SystemExpertsDesign Walkthrough
Problem Statement
The Question: Design an authentication system for a large-scale web application that handles billions of logins per day.
Authentication is the gateway to every user interaction: - Identity verification: Proving users are who they claim to be - Session management: Maintaining authenticated state across requests - Security: Preventing unauthorized access and account takeovers - Compliance: Meeting regulatory requirements (GDPR, SOC2)
What to say first
Before I design, let me clarify the authentication methods we need to support, the scale requirements, and the security constraints. Authentication has many variations and the design depends heavily on these factors.
Hidden requirements interviewers are testing: - Do you understand password hashing (bcrypt, Argon2) and why it matters? - Can you design for both security AND scale (these often conflict)? - Do you know the difference between authentication and authorization? - Can you handle session management in a distributed system? - Do you understand OAuth flows and when to use them?
Clarifying Questions
Ask these questions to demonstrate security awareness and systems thinking.
Question 1: Authentication Methods
What authentication methods do we need to support? Username/password only, or also OAuth (Google, Facebook), SSO, passwordless, MFA?

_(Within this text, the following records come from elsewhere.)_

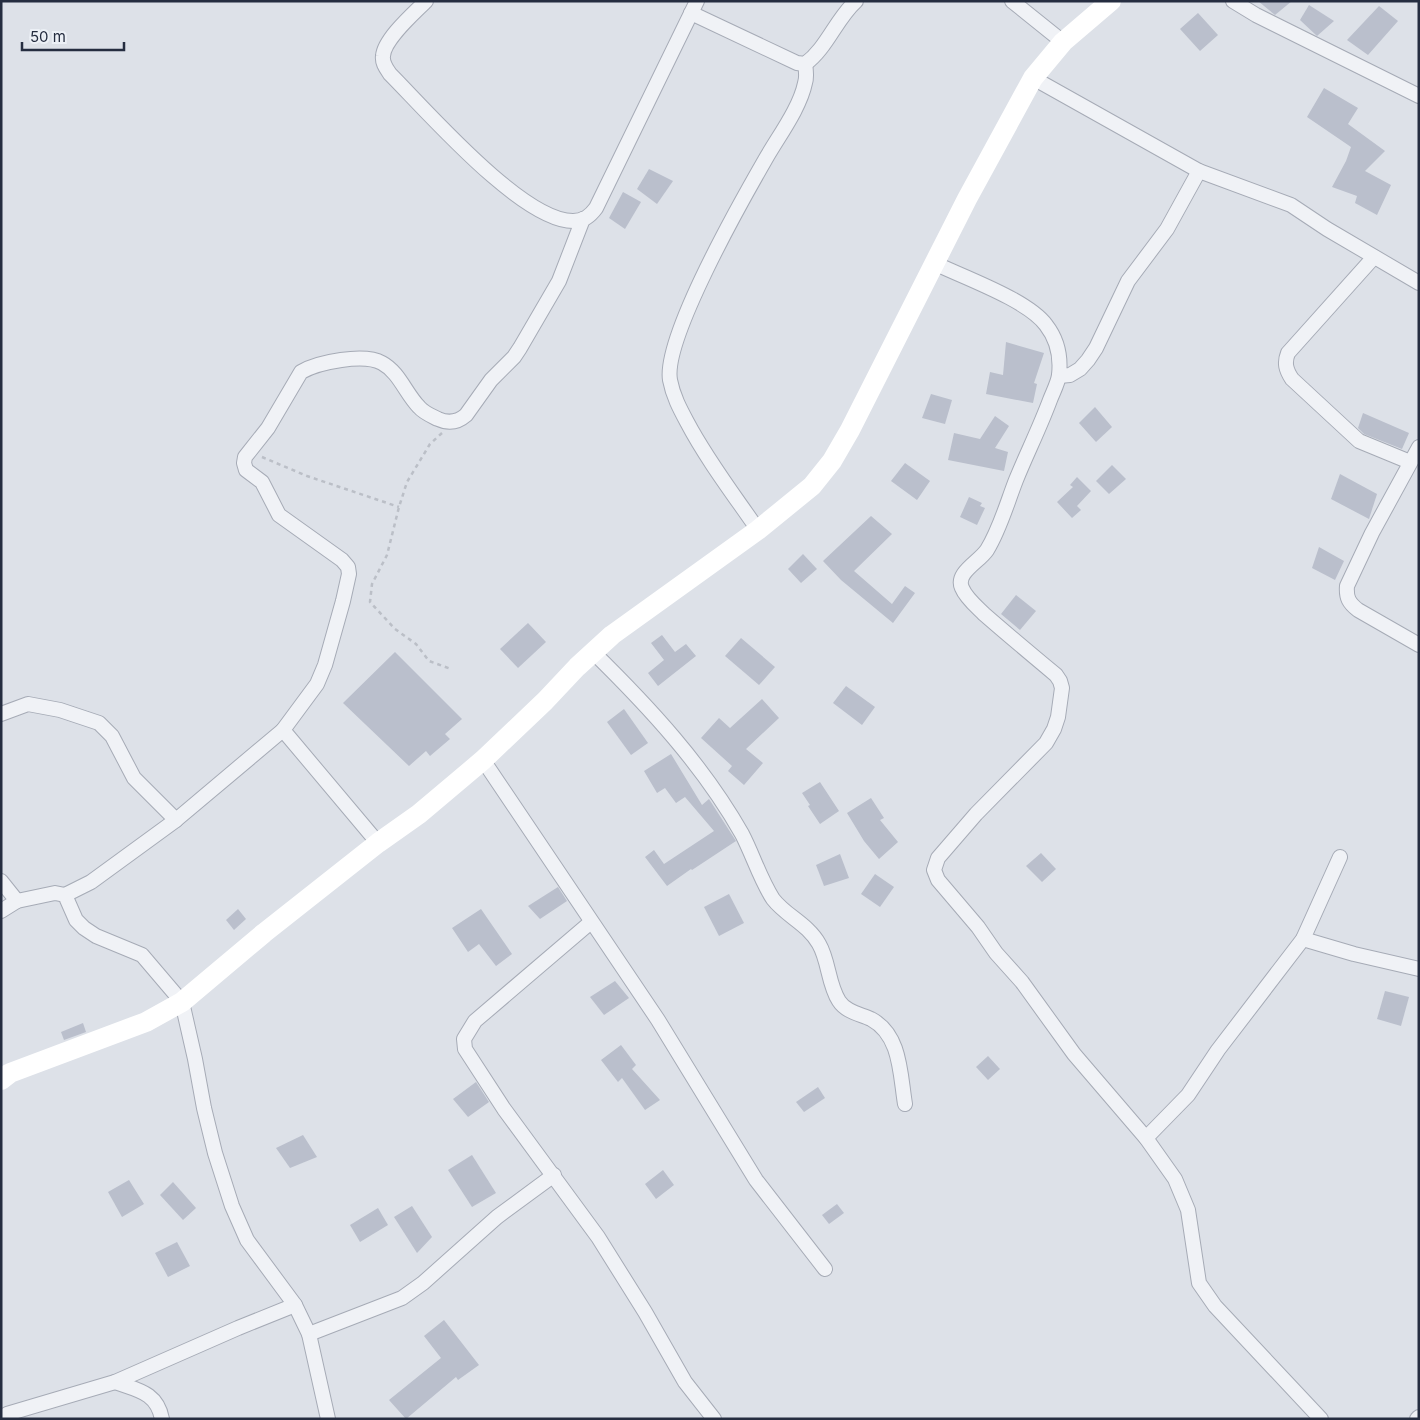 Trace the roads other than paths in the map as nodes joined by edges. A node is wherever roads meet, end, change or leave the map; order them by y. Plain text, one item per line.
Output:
1 (426, 1) edge
2 (856, 1) edge
3 (1012, 1) edge
4 (1111, 1) edge
5 (1233, 1) edge
6 (694, 7) edge
7 (1063, 42) junction
8 (805, 64) junction
9 (1033, 78) junction
10 (1419, 96) edge
11 (1199, 171) junction
12 (583, 219) junction
13 (1374, 257) junction
14 (934, 263) junction
15 (1419, 283) edge
16 (1059, 376) junction
17 (1419, 446) edge
18 (1410, 462) junction
19 (758, 530) junction
20 (1419, 646) edge
21 (594, 652) junction
22 (1, 714) edge
23 (283, 730) junction
24 (483, 760) junction
25 (176, 820) junction
26 (378, 843) junction
27 (1340, 857) dead end
28 (1, 881) edge
29 (65, 895) junction
30 (17, 901) junction
31 (1, 911) edge
32 (591, 922) junction
33 (1303, 939) junction
34 (1419, 969) edge
35 (182, 1002) junction
36 (1, 1080) edge
37 (904, 1104) dead end
38 (1146, 1138) junction
39 (554, 1175) junction
40 (825, 1269) dead end
41 (295, 1305) junction
42 (310, 1334) junction
43 (115, 1382) junction
44 (6, 1412) edge
45 (162, 1419) edge
46 (328, 1419) edge
47 (714, 1419) edge
48 (1322, 1419) edge

1 - 12 street
2 - 8 street
3 - 7 street
4 - 7 street
5 - 10 street
6 - 8 street
6 - 12 street
7 - 9 street
8 - 19 street
9 - 11 street
9 - 14 street
11 - 13 street
11 - 16 street
12 - 23 street
13 - 15 street
13 - 18 street
14 - 16 street
14 - 19 street
16 - 38 street
17 - 18 street
18 - 20 street
19 - 21 street
21 - 24 street
21 - 37 street
22 - 25 street
23 - 25 street
23 - 26 street
24 - 26 street
24 - 32 street
25 - 29 street
26 - 35 street
27 - 33 street
28 - 30 street
29 - 30 street
29 - 35 street
30 - 31 street
32 - 39 street
32 - 40 street
33 - 34 street
33 - 38 street
35 - 36 street
35 - 41 street
38 - 48 street
39 - 42 street
39 - 47 street
41 - 42 street
41 - 43 street
42 - 46 street
43 - 44 street
43 - 45 street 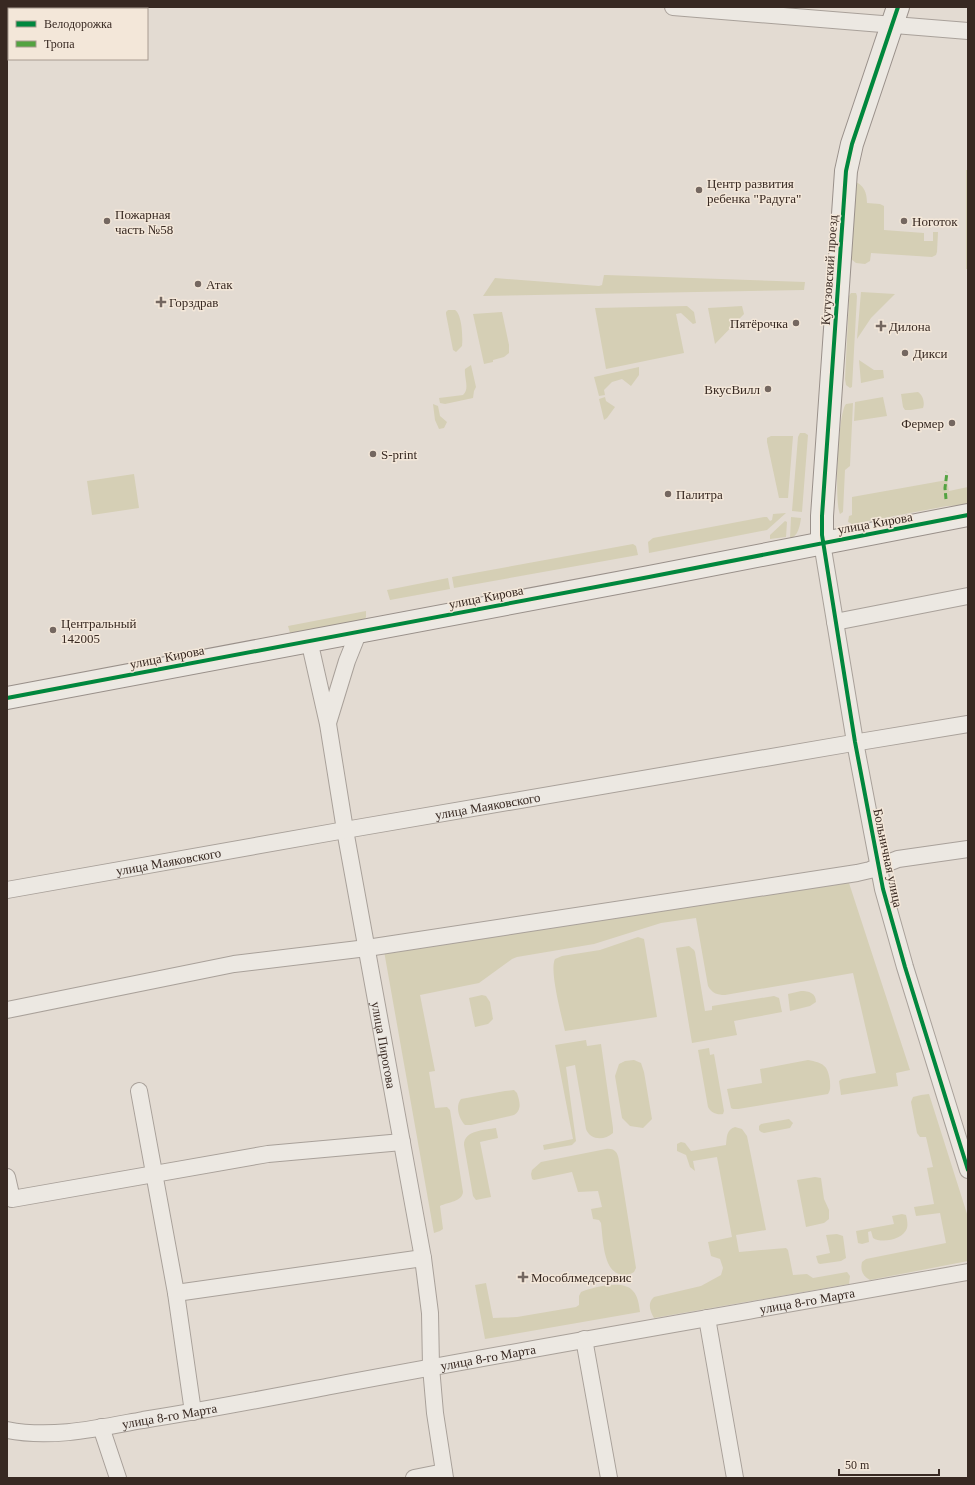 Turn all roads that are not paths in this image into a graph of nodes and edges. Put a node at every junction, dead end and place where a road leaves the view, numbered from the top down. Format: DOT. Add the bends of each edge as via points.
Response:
graph roads {
  1 [pos="673,7"];
  2 [pos="895,16"];
  3 [pos="968,31"];
  4 [pos="968,516"];
  5 [pos="822,543"];
  6 [pos="968,596"];
  7 [pos="835,622"];
  8 [pos="359,632"];
  9 [pos="309,640"];
  10 [pos="7,698"];
  11 [pos="328,724"];
  12 [pos="968,724"];
  13 [pos="855,742"];
  14 [pos="345,830"];
  15 [pos="968,849"];
  16 [pos="879,866"];
  17 [pos="7,890"];
  18 [pos="367,948"];
  19 [pos="7,1010"];
  20 [pos="139,1091"];
  21 [pos="402,1142"];
  22 [pos="968,1170"];
  23 [pos="154,1174"];
  24 [pos="7,1176"];
  25 [pos="423,1258"];
  26 [pos="968,1272"];
  27 [pos="176,1293"];
  28 [pos="707,1318"];
  29 [pos="584,1339"];
  30 [pos="431,1367"];
  31 [pos="193,1412"];
  32 [pos="101,1427"];
  33 [pos="7,1430"];
  34 [pos="445,1475"];
  35 [pos="118,1478"];
  36 [pos="414,1478"];
  37 [pos="609,1478"];
  38 [pos="735,1478"];
  1 -- 2 [label="street"];
  2 -- 3 [label="street"];
  2 -- 5 [label="street, Кутузовский проезд" via="852,144 846,171"];
  4 -- 5 [label="street, улица Кирова"];
  5 -- 7 [label="street, Больничная улица"];
  5 -- 8 [label="street, улица Кирова"];
  6 -- 7 [label="street"];
  7 -- 13 [label="street, Больничная улица"];
  8 -- 9 [label="street, улица Кирова"];
  8 -- 11 [label="street, улица Пирогова" via="347,661"];
  9 -- 10 [label="street, улица Кирова"];
  9 -- 11 [label="street, улица Пирогова"];
  11 -- 14 [label="street, улица Пирогова"];
  12 -- 13 [label="street, улица Маяковского"];
  13 -- 14 [label="street, улица Маяковского"];
  13 -- 16 [label="street, Больничная улица"];
  14 -- 17 [label="street, улица Маяковского"];
  14 -- 18 [label="street, улица Пирогова"];
  15 -- 16 [label="street" via="898,859"];
  16 -- 18 [label="street" via="857,873"];
  16 -- 22 [label="street, Больничная улица" via="899,946"];
  18 -- 19 [label="street" via="234,964"];
  18 -- 21 [label="street, улица Пирогова"];
  20 -- 23 [label="street"];
  21 -- 23 [label="street" via="268,1154"];
  21 -- 25 [label="street, улица Пирогова"];
  23 -- 24 [label="street" via="12,1199"];
  23 -- 27 [label="street"];
  25 -- 27 [label="street"];
  25 -- 30 [label="street, улица Пирогова" via="430,1310"];
  26 -- 28 [label="street, улица 8-го Марта"];
  27 -- 31 [label="street"];
  28 -- 29 [label="street, улица 8-го Марта"];
  28 -- 38 [label="street"];
  29 -- 30 [label="street, улица 8-го Марта"];
  29 -- 37 [label="street"];
  30 -- 31 [label="street, улица 8-го Марта"];
  30 -- 34 [label="street, улица Пирогова"];
  31 -- 32 [label="street, улица 8-го Марта"];
  32 -- 33 [label="street, улица 8-го Марта" via="48,1434"];
  32 -- 35 [label="street"];
  34 -- 36 [label="street"];
}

Why this matters: Each method has different security properties and implementation complexity. Typical answer: Password + OAuth + optional MFA for sensitive actions Architecture impact: Need to support multiple identity providers, credential storage varies by method
Question 2: Scale and Geography
What is the login volume? Are users global? Do we need to handle login from multiple devices simultaneously?
Why this matters: Determines session storage strategy and consistency requirements. Typical answer: Billions of logins/day, global users, multiple device support Architecture impact: Need distributed session store, consider regional deployments
Question 3: Security Requirements
What is the sensitivity of the data? Do we need to detect suspicious logins? Is there regulatory compliance (SOC2, GDPR)?
Why this matters: High-security applications need additional layers (MFA, anomaly detection). Typical answer: Moderate sensitivity, need to detect credential stuffing, GDPR compliant Architecture impact: Need rate limiting, anomaly detection, audit logging
Question 4: Session Requirements
How long should sessions last? Do we need instant session revocation (e.g., for logout from all devices)?
Why this matters: Instant revocation requires stateful sessions. Long sessions need refresh mechanisms. Typical answer: Sessions last 30 days with activity, need logout-all-devices feature Architecture impact: Stateful sessions required for instant revocation, or short-lived tokens with refresh
Stating assumptions
Based on this, I will assume: Password + OAuth + optional MFA, billions of logins/day globally, moderate security with credential stuffing protection, 30-day sessions with instant revocation capability.
The Hard Part
Say this out loud
The hard part here is balancing security with performance at scale. Secure password hashing is intentionally slow (to prevent brute force), but we need sub-second login times for billions of users.
Why this is genuinely hard:
- 1.Security vs Performance: Password hashing (bcrypt) is designed to be slow (100-500ms). At billions of logins/day, this is a massive compute cost.
- 2.Distributed Sessions: If a user logs in on Server A and their next request hits Server B, how does B know they are authenticated?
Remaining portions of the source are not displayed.